Herrera’s testimony related to the conspiracy and aggravated kidnapping counts, but there was ample direct evidence supporting those charges from Lopez and the cooperating witness. The cooperating witness testified about the conspiracies, the motives and planning by Vargas‑Alvarez and the other members of the DTO, including Ramirez. Lopez testified that Vargas‑Alvarez principally suspected Gonzalez, but believed Lopez also might have possession of some of the stolen property. Even without Herrera’s testimony regarding the intercepted telephone calls and what the speakers were actually discussing, there was sufficient evidence to support the jury’s verdicts on conspiracy and kidnapping. Finally, Ramirez had the opportunity to cross‑examine Herrera, which allowed the jury to evaluate the credibility of Herrera’s opinions themselves and reject those opinions if it found them suspect.
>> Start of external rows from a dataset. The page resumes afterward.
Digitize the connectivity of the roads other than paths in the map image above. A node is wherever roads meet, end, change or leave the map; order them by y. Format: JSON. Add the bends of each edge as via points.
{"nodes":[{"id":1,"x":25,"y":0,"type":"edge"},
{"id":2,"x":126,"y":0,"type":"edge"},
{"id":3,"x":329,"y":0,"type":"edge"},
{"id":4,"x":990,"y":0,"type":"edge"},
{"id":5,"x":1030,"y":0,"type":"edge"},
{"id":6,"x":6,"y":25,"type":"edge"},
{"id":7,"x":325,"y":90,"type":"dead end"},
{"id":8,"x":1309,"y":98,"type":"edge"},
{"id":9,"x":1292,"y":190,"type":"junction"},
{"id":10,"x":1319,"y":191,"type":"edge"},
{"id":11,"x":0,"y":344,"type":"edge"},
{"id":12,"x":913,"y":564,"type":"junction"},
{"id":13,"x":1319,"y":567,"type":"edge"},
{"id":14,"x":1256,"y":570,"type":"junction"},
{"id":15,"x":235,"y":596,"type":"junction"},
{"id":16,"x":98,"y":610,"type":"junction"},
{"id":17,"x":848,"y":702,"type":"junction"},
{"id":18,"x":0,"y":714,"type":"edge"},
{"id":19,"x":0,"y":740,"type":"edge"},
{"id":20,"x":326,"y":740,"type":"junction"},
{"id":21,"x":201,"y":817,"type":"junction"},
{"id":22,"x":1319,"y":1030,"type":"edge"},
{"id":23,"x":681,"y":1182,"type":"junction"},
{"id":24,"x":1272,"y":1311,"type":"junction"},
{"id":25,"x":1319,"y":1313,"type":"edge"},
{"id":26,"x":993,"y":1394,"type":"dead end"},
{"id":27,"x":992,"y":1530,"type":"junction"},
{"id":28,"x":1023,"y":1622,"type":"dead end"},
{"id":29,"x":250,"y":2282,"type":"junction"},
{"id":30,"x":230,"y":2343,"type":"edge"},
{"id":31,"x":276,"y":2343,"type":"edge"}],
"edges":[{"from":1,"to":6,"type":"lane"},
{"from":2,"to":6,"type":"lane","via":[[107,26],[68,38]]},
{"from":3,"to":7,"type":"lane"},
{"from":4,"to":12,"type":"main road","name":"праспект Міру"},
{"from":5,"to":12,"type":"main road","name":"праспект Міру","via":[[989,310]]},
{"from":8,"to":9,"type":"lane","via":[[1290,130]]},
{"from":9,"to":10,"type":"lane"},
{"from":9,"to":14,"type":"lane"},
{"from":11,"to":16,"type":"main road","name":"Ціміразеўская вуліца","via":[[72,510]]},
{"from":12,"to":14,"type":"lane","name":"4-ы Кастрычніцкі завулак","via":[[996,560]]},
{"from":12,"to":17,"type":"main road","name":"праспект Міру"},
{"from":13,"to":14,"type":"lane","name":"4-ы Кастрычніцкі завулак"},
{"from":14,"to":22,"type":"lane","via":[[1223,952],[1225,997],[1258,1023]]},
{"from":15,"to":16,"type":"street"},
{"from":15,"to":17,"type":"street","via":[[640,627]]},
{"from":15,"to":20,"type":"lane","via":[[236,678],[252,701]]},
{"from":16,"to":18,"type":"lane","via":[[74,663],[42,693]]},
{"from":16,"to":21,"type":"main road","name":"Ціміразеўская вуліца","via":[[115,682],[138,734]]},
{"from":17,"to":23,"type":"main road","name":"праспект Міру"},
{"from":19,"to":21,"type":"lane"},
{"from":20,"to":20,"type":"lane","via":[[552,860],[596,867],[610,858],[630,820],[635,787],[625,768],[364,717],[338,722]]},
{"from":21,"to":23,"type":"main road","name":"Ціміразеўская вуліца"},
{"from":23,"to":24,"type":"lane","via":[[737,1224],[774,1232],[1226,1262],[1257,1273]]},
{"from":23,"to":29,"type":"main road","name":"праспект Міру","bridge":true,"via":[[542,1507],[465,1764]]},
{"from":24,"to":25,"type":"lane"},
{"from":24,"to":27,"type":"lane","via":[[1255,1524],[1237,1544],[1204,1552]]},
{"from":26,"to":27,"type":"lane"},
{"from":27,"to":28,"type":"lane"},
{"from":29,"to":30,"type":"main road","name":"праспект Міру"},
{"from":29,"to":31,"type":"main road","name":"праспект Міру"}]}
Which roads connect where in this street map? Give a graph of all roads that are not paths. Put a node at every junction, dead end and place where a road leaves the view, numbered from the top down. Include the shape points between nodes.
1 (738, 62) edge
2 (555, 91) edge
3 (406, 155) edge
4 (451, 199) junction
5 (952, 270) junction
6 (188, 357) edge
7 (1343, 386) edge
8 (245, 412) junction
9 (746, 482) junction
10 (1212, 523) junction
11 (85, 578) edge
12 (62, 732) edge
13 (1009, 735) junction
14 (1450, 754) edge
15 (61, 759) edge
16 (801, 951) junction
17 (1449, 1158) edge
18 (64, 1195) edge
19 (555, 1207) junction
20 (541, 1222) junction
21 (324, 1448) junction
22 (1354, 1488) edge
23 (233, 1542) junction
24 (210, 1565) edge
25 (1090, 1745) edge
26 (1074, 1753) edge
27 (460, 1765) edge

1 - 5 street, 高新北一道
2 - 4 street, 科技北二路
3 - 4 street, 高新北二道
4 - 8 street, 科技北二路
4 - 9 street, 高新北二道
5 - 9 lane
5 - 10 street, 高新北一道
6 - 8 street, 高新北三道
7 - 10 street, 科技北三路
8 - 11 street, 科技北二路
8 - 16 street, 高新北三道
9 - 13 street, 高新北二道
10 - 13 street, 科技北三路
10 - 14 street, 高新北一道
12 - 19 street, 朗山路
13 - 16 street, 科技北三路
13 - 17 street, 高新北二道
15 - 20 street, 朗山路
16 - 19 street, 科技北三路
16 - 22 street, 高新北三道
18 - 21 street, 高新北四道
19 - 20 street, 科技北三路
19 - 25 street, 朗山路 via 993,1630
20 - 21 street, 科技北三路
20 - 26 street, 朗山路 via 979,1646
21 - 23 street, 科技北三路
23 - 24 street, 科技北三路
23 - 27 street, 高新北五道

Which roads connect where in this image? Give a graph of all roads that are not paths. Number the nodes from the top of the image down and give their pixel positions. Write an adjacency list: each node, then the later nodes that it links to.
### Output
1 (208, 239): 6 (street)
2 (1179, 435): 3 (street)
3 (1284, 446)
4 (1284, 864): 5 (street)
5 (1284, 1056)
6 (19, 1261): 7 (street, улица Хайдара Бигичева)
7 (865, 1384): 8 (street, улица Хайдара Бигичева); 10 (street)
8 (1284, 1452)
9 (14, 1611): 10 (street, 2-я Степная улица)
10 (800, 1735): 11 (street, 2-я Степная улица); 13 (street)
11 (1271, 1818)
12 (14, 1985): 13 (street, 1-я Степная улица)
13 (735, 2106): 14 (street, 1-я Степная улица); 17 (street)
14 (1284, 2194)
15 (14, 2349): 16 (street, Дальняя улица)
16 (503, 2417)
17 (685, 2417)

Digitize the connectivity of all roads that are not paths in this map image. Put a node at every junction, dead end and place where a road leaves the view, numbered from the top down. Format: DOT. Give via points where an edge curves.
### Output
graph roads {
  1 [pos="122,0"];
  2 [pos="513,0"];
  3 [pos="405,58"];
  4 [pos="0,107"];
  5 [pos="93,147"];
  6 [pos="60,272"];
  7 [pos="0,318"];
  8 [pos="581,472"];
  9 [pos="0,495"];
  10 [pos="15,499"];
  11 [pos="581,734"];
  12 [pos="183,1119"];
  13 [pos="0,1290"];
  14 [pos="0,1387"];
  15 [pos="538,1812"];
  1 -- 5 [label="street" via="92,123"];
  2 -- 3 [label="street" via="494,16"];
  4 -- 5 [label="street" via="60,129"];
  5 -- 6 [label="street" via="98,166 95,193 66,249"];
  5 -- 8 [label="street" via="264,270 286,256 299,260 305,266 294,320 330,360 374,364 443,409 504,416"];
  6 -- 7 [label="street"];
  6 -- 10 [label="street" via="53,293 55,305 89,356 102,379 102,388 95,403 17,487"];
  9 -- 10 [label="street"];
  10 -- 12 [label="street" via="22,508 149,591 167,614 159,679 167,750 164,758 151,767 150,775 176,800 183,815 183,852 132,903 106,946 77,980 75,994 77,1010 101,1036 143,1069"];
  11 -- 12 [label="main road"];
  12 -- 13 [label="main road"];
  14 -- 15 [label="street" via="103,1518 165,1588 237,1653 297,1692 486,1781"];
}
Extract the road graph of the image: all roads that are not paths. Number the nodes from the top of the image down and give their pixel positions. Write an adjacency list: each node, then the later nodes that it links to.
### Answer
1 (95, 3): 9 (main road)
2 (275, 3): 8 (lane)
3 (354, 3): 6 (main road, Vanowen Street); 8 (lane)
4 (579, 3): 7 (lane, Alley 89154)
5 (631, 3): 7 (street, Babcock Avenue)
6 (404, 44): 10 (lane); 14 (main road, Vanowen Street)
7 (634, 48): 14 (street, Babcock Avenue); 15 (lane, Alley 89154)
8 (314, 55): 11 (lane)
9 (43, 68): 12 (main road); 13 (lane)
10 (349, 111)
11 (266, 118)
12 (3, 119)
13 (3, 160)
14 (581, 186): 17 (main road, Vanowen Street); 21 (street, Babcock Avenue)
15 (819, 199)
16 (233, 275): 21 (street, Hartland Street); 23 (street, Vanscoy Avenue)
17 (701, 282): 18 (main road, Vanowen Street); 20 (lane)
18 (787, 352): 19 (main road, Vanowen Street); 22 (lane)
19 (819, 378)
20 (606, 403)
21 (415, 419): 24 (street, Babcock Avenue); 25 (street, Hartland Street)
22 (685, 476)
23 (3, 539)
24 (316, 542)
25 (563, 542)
G. Review of wiretap applications
Ramirez challenges the trial court’s denial of his two motions to traverse and quash wiretap authorizations, and to suppress the evidence derived from those wiretaps. As discussed below, we conclude that the trial court properly denied Ramirez’s motions.
1. Additional background
In December 2008, February 2009, and March 2009, the superior court authorized three wiretaps on target phones associated with the DTO. DEA Special Agent Patrick Donlin filed a lengthy declaration in support of the wiretap applications. In his declaration, Donlin asserted that probable cause existed to believe that “the wire and cellular telephone communications to be intercepted will tend to establish the guilt and involvement” of the identified individuals “in the possession, sales, distribution and manufacturing of methamphetamine and/or cocaine.”
Donlin believed that the target subjects were using their phones to facilitate the ongoing DTO. He described what police knew about the DTO by detailing Vargas‑Alvarez’s involvement in drug trafficking beginning in 2003. In 2003, DEA agents had obtained a wiretap on a phone being used by Fernando Ayala, “a large‑scale, Los Angeles‑based cocaine trafficker.” The agents intercepted two calls from Vargas‑Alvarez to Ayala offering to “purchase 50‑100 kilograms of cocaine.” In December 2004, Arizona police stopped a silver BMW and, after a canine unit alerted to the presence of narcotics, the officers discovered a hidden compartment in the vehicle. The vehicle was registered to one of Vargas‑Alvarez’s relatives and further investigation revealed that a second BMW was purchased at the same dealership on the same day by Vargas‑Alvarez (using an alias). The purchasers paid $110,000 in cash for the two vehicles.
In 2006, one of Vargas‑Alvarez’s brothers, Juan, was arrested as part of a DEA sting operation. Juan gave an undercover officer the keys to his pickup truck and the officer, who had previously been given $900,000 to obtain 400 kilograms of cocaine, was tasked with returning the truck and the cocaine to Juan. After the cocaine was loaded into the truck, the officer drove it to the agreed upon location and left it in a parking lot, with the keys hidden on the floorboard. Officers observed Juan retrieve the keys and drive away. He was then stopped by the CHP and arrested. A search of the cell phones in his possession showed that Juan was in contact with Vargas-Alvarez shortly before and after he got into his truck.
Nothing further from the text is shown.